As part of Community Boards 2.0, it is recommended we build better relationships with mana whenua. With no Māori representative on our board this starts with us improving our understanding of te ao Māori and tikanga. To do this we are making every effort to learn, engage and attend events that enable us to do so.
The initial step, started at our last meeting, is to start and finish our meetings with a karakia, conducted in te reo Māori first – to acknowledge the people who were here before us and then in English so we all understand the prayer.

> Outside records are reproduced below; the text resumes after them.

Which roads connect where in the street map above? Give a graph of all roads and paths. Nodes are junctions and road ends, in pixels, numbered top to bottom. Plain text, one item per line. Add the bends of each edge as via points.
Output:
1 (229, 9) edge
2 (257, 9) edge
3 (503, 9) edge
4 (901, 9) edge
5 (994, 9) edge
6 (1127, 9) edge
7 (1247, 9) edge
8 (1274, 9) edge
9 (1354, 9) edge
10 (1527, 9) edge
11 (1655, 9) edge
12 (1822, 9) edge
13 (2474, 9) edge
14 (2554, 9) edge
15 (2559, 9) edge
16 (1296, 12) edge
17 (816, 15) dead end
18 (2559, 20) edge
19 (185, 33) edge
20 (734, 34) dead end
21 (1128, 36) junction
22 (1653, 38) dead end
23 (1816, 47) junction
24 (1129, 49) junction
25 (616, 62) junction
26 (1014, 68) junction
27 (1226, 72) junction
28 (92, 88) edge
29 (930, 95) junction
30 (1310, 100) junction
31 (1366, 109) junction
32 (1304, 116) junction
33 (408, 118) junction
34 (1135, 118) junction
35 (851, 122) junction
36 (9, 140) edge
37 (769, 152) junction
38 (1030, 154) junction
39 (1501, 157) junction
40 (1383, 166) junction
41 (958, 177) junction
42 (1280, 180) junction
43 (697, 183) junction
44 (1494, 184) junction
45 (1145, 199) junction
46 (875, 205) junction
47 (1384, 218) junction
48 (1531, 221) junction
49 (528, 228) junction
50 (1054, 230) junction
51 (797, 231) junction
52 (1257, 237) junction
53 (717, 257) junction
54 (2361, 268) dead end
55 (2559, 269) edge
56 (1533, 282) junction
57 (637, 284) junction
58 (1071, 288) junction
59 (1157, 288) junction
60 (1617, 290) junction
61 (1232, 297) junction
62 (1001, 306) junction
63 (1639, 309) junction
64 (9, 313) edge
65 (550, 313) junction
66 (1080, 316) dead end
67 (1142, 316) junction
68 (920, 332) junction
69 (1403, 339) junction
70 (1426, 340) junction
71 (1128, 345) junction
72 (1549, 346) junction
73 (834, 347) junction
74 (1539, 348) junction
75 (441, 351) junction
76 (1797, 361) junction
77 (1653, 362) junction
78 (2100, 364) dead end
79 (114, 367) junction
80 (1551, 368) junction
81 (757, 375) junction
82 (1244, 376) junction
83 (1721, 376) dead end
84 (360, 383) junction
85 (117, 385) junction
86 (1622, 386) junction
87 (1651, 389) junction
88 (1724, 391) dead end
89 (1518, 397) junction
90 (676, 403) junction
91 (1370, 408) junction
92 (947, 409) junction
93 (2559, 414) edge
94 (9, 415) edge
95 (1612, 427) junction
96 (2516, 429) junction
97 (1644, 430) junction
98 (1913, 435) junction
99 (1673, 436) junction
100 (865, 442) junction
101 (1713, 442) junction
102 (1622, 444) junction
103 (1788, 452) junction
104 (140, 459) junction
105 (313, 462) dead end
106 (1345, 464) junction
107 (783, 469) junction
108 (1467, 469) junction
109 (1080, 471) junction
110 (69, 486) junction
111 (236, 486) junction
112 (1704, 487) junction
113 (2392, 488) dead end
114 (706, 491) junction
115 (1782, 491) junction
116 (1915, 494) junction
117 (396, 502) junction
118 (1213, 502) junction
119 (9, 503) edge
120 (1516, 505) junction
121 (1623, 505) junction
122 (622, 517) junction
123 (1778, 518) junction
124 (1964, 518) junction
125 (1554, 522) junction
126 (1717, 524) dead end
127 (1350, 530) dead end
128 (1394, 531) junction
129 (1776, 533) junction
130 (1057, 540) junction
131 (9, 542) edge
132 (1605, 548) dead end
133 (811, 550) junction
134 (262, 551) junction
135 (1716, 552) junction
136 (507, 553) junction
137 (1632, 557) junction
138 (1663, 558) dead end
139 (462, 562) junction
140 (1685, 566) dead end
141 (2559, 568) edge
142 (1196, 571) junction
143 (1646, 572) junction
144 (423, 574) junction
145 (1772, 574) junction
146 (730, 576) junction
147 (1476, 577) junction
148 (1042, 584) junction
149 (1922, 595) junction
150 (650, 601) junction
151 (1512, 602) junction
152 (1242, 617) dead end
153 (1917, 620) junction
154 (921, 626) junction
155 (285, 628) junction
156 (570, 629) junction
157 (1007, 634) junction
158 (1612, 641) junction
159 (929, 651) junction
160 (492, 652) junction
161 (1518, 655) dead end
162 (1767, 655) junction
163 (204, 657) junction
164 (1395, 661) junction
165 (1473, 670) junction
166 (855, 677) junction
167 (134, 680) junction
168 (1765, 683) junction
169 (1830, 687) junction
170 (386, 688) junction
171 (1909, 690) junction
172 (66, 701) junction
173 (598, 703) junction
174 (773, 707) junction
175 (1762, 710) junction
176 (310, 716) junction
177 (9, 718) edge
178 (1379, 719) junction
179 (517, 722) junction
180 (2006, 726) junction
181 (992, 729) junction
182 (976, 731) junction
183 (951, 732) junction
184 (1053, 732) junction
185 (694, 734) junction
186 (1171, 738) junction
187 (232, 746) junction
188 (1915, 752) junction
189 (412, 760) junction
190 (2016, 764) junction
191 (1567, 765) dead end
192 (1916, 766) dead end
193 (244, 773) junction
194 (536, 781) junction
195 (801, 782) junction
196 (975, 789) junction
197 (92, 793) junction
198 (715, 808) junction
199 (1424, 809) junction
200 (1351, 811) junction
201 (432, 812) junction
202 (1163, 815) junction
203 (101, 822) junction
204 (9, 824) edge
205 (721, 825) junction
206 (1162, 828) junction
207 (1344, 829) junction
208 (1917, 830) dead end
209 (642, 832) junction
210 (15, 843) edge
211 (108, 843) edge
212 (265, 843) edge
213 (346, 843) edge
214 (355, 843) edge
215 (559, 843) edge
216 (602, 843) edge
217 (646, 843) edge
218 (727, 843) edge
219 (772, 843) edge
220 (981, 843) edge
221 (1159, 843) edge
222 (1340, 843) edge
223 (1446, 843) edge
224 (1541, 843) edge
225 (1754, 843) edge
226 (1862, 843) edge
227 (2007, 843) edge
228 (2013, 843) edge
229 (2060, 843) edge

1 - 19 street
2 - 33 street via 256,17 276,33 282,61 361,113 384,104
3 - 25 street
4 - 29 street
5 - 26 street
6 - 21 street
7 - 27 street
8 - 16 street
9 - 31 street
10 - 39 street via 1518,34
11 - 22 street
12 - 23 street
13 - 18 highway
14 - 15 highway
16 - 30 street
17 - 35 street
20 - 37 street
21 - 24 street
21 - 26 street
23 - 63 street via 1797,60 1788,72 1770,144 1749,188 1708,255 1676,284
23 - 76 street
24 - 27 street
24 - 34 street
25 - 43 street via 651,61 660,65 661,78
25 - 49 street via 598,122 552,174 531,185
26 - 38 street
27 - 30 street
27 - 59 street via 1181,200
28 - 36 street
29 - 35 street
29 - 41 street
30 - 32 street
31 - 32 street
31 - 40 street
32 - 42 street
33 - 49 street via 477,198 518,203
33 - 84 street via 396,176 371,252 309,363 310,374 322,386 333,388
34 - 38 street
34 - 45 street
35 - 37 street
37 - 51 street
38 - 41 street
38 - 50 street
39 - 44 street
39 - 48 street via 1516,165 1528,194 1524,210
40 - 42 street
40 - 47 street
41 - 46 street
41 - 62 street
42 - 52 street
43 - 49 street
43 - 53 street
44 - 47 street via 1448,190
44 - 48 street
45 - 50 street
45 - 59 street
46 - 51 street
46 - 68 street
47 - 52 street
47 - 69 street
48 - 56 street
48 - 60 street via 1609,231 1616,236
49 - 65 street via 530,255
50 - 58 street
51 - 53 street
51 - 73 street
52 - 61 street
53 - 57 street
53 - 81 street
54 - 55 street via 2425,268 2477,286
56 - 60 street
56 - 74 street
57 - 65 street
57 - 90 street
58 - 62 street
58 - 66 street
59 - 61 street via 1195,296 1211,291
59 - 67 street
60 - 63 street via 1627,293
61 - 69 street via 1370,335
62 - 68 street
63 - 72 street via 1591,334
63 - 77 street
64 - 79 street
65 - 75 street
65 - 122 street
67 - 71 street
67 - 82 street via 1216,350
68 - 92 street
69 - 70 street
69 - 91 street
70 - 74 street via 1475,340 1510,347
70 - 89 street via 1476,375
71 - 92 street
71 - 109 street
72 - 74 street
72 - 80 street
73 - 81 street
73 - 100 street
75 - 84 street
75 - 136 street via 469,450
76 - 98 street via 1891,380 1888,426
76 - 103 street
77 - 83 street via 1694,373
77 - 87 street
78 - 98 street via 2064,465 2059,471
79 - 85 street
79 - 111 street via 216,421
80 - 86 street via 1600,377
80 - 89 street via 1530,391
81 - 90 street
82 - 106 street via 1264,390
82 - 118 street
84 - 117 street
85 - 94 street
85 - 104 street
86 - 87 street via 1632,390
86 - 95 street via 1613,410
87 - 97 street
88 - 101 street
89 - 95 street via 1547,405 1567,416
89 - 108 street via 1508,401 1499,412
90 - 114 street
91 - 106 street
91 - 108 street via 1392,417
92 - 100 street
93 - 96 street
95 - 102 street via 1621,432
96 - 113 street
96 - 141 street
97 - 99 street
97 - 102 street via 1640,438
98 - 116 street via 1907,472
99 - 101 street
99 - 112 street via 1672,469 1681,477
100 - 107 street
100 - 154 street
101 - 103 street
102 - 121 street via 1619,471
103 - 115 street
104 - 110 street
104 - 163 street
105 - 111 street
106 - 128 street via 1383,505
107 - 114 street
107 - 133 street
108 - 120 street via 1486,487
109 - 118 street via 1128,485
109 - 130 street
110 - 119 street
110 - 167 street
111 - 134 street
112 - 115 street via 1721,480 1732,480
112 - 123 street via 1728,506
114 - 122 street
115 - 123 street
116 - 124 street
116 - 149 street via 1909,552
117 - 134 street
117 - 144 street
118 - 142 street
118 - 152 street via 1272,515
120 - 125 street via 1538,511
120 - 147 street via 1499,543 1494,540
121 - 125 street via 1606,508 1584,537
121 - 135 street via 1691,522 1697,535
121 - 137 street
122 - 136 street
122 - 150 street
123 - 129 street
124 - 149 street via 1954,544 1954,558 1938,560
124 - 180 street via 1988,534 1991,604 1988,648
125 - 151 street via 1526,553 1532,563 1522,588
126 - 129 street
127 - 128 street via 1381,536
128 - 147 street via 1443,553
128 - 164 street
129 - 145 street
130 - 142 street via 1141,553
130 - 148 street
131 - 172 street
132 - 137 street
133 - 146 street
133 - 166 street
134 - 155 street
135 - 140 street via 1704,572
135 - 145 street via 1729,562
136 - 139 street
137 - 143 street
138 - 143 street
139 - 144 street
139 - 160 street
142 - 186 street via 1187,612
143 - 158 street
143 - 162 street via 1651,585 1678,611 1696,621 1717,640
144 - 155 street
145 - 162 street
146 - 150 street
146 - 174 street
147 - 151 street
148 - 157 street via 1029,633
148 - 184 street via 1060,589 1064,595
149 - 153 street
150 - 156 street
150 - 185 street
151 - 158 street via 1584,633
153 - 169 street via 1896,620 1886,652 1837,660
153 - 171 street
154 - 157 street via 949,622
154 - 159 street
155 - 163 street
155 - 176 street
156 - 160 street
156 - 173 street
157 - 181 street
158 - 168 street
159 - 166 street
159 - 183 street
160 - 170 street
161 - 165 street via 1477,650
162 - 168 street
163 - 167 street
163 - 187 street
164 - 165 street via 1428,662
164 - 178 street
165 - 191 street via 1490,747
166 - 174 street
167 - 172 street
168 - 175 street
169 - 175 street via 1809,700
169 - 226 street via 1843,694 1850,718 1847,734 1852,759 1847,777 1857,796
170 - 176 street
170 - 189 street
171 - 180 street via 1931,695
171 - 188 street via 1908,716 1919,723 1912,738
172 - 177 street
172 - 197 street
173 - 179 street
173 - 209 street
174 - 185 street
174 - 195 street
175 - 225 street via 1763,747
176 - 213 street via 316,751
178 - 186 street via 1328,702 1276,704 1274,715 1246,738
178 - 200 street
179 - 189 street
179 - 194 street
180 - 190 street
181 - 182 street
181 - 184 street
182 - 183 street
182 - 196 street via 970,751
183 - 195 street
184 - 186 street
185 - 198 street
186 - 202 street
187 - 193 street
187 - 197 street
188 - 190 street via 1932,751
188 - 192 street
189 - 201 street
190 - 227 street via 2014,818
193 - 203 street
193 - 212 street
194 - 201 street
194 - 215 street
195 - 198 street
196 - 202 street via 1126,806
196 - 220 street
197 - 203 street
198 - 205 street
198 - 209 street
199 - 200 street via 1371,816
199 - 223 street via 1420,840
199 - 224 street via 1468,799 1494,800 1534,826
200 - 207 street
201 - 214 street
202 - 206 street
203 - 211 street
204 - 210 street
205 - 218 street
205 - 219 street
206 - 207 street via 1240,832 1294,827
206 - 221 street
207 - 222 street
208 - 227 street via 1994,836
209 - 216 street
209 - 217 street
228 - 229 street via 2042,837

We helped to arrange the Coronation event for King Charles III and as part of this event we invited mana whenua to participate. Our representatives were Kingi Turner (Ngāti Apakura) and Thomas Lord (Ngāti Mahanga). Both kaikōrero (speakers) conducted their mihi whakatau in te reo Māori and translated it into English so all present understood what they had said.
After the event I was chatting with Thomas about this and learnt that some believe the mihi should never be translated. I do acknowledge and understand this belief and the importance of tikanga.
I personally found this kind gesture of translation helpful and it made a lasting impact on more than one of the attendees at the coronation event because we understood what was being said and could relate to it.
Recently I had the privilege of being invited with some of the parishioners from St John’s Anglican Church and from Pāriha o Rangiaowhia to Parawera Marae for their first church service in many years. The event started in a traditional manner with a mihi whakatau in the wharenui. He tikanga karakia mō te Rātapu was then conducted by Pā Cruz Karauti-Fox. It was a beautiful service, shared in te reo Māori and English. This was followed by lunch in the wharekai/dining room where relationships were forged, and extended through an invitation to Hairini (St Paul’s) for a karakia service in the future.
Following the service and lunch, a group including myself, led by Tiaki Ormsby and Matua Tihau Bishop set off on a tour of significant sites relating to the journey made by King Tāwhiao just after the land confiscations.
Kaumatua Hone Tairi, kaitiaki of Maungatautari, shared his extensive knowledge with us, pointing out pā sites, some of which have since become quarries; where there was once vast swamp land and a huge lake at Roto-o-rangi, the Māori parliament Marae on Maungakawa that was burnt down along with many marae and pā sites after the land confiscations. It was a worthwhile and fascinating afternoon.
This journey provided me with the opportunity to build new relationships, gain new learning and understanding of these local sites of significance and their importance to local iwi.
I hope that the board and I can join more events such as these where we can grow our knowledge and build lasting relationships with Mana Whenua and Tangata Whenua.
As a community board, our next step is to hopefully attend a Ngā Iwi Tōpu O Waipā meeting so we can introduce ourselves and offer our support.